The Queen's Hall in Minehead, Somerset, England, was built in 1914 on the sea front of Minehead as a theatre for films and live performances.

It was designed by W. J. Tamlyn, a local architect and built of brick with Bath Stone dressings by J. B. & S. B. Marley. The first show was Oh I Say, which had previously been at the Criterion Theatre in London.

The brick building has three bays, with a decorated fascia and iron-and-glass canopy. The auditorium, which is 100 ft by 46 ft, has a barrel roof with an elliptical proscenium arch with ornamental cartouche. Orchestra stalls and the balcony provided the majority of the seating, and there were two boxes. It was a venue for various ballet and theatrical touring companies and was the first place in the town at which a sound film was shown.
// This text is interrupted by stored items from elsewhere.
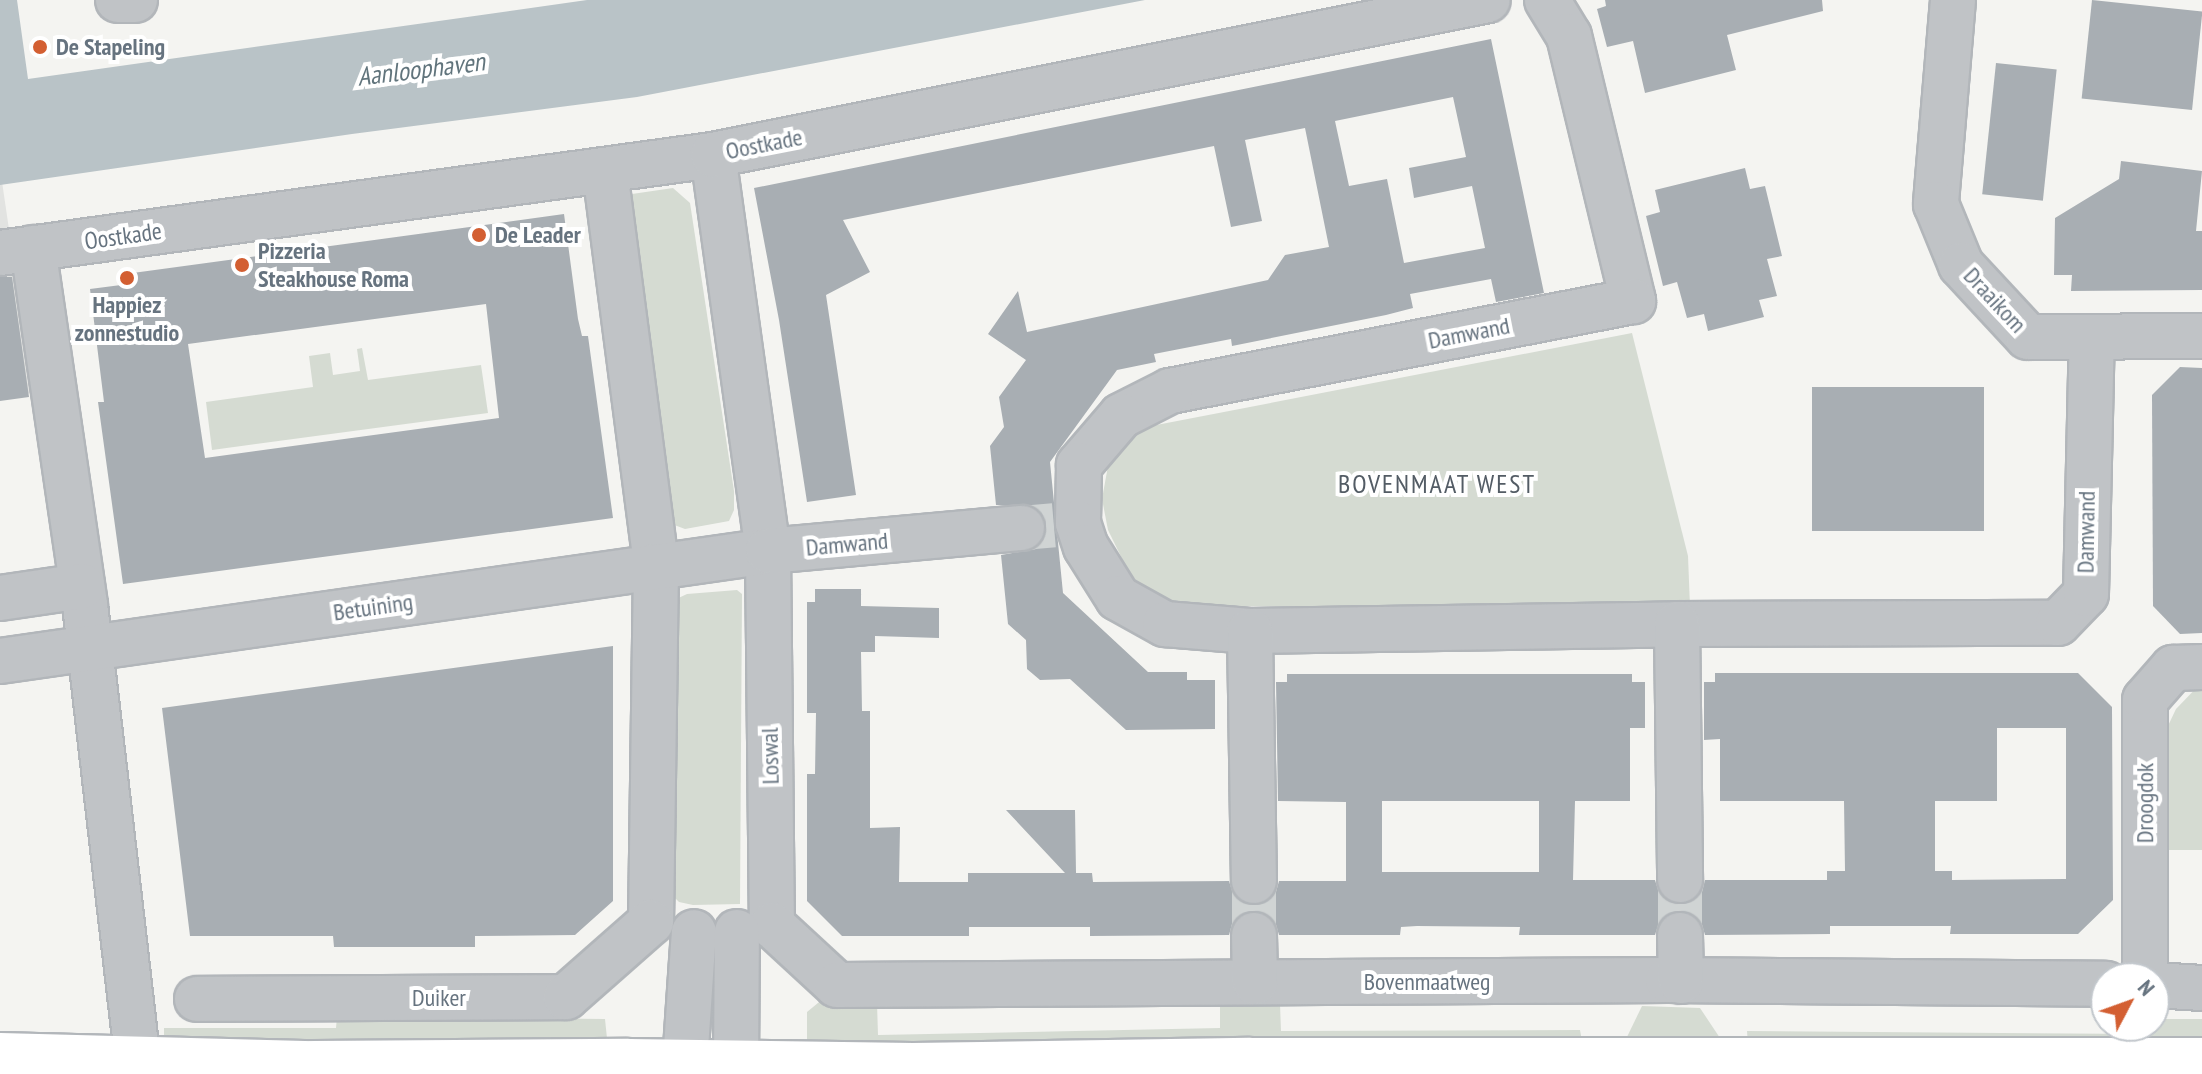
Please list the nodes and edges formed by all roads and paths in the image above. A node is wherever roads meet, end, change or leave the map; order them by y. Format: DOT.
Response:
graph roads {
  1 [pos="118,0"];
  2 [pos="135,0"];
  3 [pos="1488,0"];
  4 [pos="1547,0"];
  5 [pos="1953,0"];
  6 [pos="713,155"];
  7 [pos="605,171"];
  8 [pos="17,251"];
  9 [pos="2202,336"];
  10 [pos="2092,338"];
  11 [pos="1051,525"];
  12 [pos="768,551"];
  13 [pos="656,566"];
  14 [pos="82,586"];
  15 [pos="0,598"];
  16 [pos="1677,624"];
  17 [pos="1250,631"];
  18 [pos="90,648"];
  19 [pos="0,661"];
  20 [pos="2202,667"];
  21 [pos="1680,880"];
  22 [pos="1254,881"];
  23 [pos="651,922"];
  24 [pos="754,929"];
  25 [pos="694,932"];
  26 [pos="1254,935"];
  27 [pos="1680,935"];
  28 [pos="2145,962"];
  29 [pos="1681,981"];
  30 [pos="1255,982"];
  31 [pos="2090,984"];
  32 [pos="2170,986"];
  33 [pos="2202,988"];
  34 [pos="197,999"];
  35 [pos="0,1055"];
  36 [pos="2202,1060"];
  37 [pos="139,1067"];
  38 [pos="1665,1067"];
  39 [pos="687,1068"];
  40 [pos="733,1069"];
  1 -- 2 [label="street"];
  3 -- 6 [label="street, Oostkade"];
  4 -- 11 [label="street, Damwand"];
  5 -- 10 [label="street, Draaikom"];
  6 -- 7 [label="street, Oostkade"];
  6 -- 12 [label="street, Loswal"];
  7 -- 8 [label="street, Oostkade"];
  7 -- 13 [label="street"];
  8 -- 14 [label="street"];
  9 -- 10 [label="street, Draaikom"];
  10 -- 16 [label="street, Damwand"];
  11 -- 12 [label="street, Damwand"];
  11 -- 17 [label="street, Damwand"];
  12 -- 13 [label="street"];
  12 -- 24 [label="street, Loswal"];
  13 -- 18 [label="street, Betuining"];
  13 -- 23 [label="street"];
  14 -- 15 [label="street"];
  14 -- 18 [label="street"];
  16 -- 17 [label="street, Damwand"];
  16 -- 21 [label="street"];
  17 -- 22 [label="street"];
  18 -- 19 [label="street, Betuining"];
  18 -- 37 [label="street"];
  20 -- 28 [label="street, Droogdok"];
  23 -- 25 [label="street"];
  23 -- 34 [label="street, Duiker"];
  24 -- 25 [label="street"];
  24 -- 30 [label="street, Bovenmaatweg"];
  24 -- 40 [label="street, Loswal"];
  25 -- 39 [label="street"];
  26 -- 30 [label="street"];
  27 -- 29 [label="street"];
  29 -- 30 [label="street, Bovenmaatweg"];
  29 -- 31 [label="street, Bovenmaatweg"];
  32 -- 33 [label="street"];
  35 -- 37 [label="street"];
  36 -- 38 [label="street"];
  37 -- 39 [label="street"];
  38 -- 40 [label="street"];
  39 -- 40 [label="street"];
}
In 1930 a Western Electric sound system was installed.

The theatre and cinema closed in 1939 with the outbreak of the Second World War, with the building being used as a canteen for troops. The building suffered major damage in the storms of 1996, with the glass canopy over the entrance being destroyed and flood damage to the hall. The building was restored for use as an amusement arcade and then a public house, at one time called the Mambo bar. Until 2015 it operated under its original name, "The Queen's Hall," as a pub. The pub closed in 2015. The lease was sold in 2012 for an undisclosed sum. It incorporated upper and lower ground floors with the balcony set up as a VIP area. There were also a kitchen and washing up area with a manager's flat above. It was refurbished and reopened in 2016.